Government unveils levelling up plan

The long-awaited Levelling Up White Paper was published yesterday by central Government. In it, the Prime Minister, Boris Johnson announced a dozen targets to make people happier and live longer in his effort to "level up" the country.

The white paper includes a series of medium-term ‘missions’ all to be achieved ­by 2030. The ‘missions to be hit are:

Jobs - Pay, employment and productivity should rise in every area of the UK, with each containing a globally competitive city.

Research - Public investment in R&D outside the South-east will increase by at least 40 per cent.

Transport - Local public transport connectivity across the country will be significantly closer to the standards of London.

Technology - Nationwide gigabit-capable broadband and 4G coverage, with 5G for the majority.

Education - The number of ­primary school children achieving the expected standard in reading, writing and maths will have ­significantly increased.

Skills - The number of people completing high-quality skills training will have significantly rise in every area.

Health - The gap in healthy life expectancy (HLE) between areas will narrow, and by 2035 HLE will rise by five years.

Happiness - Well-being will also have improved across the UK, with the gap between top performing and other areas closing.

Local pride - People’s satisfaction with their town centre and local ­culture will rise.

Housing - Renters will have a secure path to ownership.

Crime - Homicide, serious violence and local crime will fall.

Mayors – Local devolution with elected county mayors for all areas that want London style control over issues like transport.

This last ‘mission’ perhaps forms the one for widest discussion in Gloucestershire.

What could devolution mean for the county? What are the pros and cons?

The Chair of GFirst LEP, Ruth Dooley and the CEO, David Owen met with Neil O’Brien MP (Parliamentary Under-Secretary for State for Levelling Up, The Union and Constitution) and Paul Scully MP (Parliamentary Under-Secretary of State for Small Business, Consumers and Labour Markets) earlier this week for a pre-announcement briefing on the Levelling up White Paper and how it impacts on the work of GFirst LEP, Gloucestershire’s Local Enterprise Partnership. 

CEO David Owen says, “The Ministers recognised the ‘huge amount of work’ that LEPs have done in the last few years to support businesses and local economies.  Key roles for us moving forward will be to continue to be the business voice in the levelling up agenda and in local economic growth and to lead on strategic economic planning for the county.”

“We will also continue to have a core convening role with all partners at a local level in the development and delivery of local economic strategy. This would include working with local authorities to shape any potential devolution deal and the impact it would have on businesses and the private sector.”

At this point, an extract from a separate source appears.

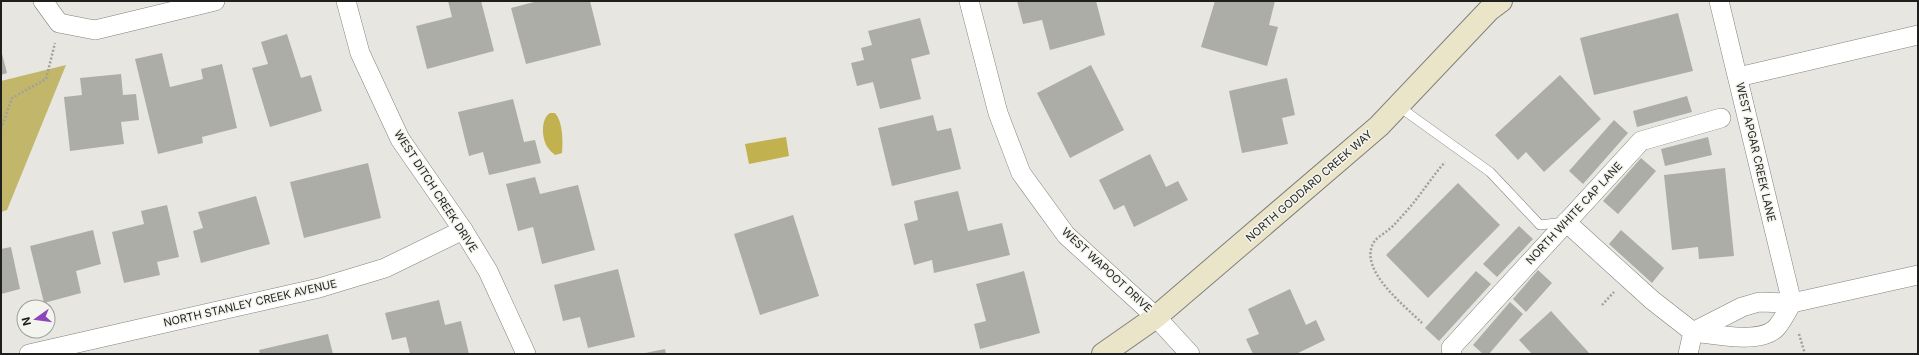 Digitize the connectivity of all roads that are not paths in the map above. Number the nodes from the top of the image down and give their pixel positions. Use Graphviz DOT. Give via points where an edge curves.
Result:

“Today’s Levelling-Up White Paper marks a milestone for LEPs by embedding our role in draft policy for the first time. It is a natural evolution of the role of business in local decision making and a legacy to all the work LEPs have done so far – they are now central to the new policy agenda that government is taking forward.”

“We’re ready for this fresh challenge and look forward to building on the great relationships with partners right across Gloucestershire”.

Ruth Dooley, GFirst LEP Chair said: “This is really good news for GFirst LEP and shows that Government clearly recognises the vital role LEPs have played in sustaining local economic growth through the pandemic and supporting businesses throughout the country. A big thank you to the LEP Board, all our Business Group members and of course all the staff for their continuous hard work.”

The White Paper goes on to say, “For the last decade, LEPs have acted as important organisational means of bringing together businesses and local leaders to drive economic growth across England. They have also been responsible for the delivery of a number of major funding streams. It is important to retain the key strengths of these local, business-oriented institutions in supporting private sector partnerships and economic clusters, while at the same time better integrating their services and business voice into the UK Government’s new devolution plans. Where a devolution deal does not yet exist, LEPs will continue to play their vital role in supporting local businesses and the local economy.”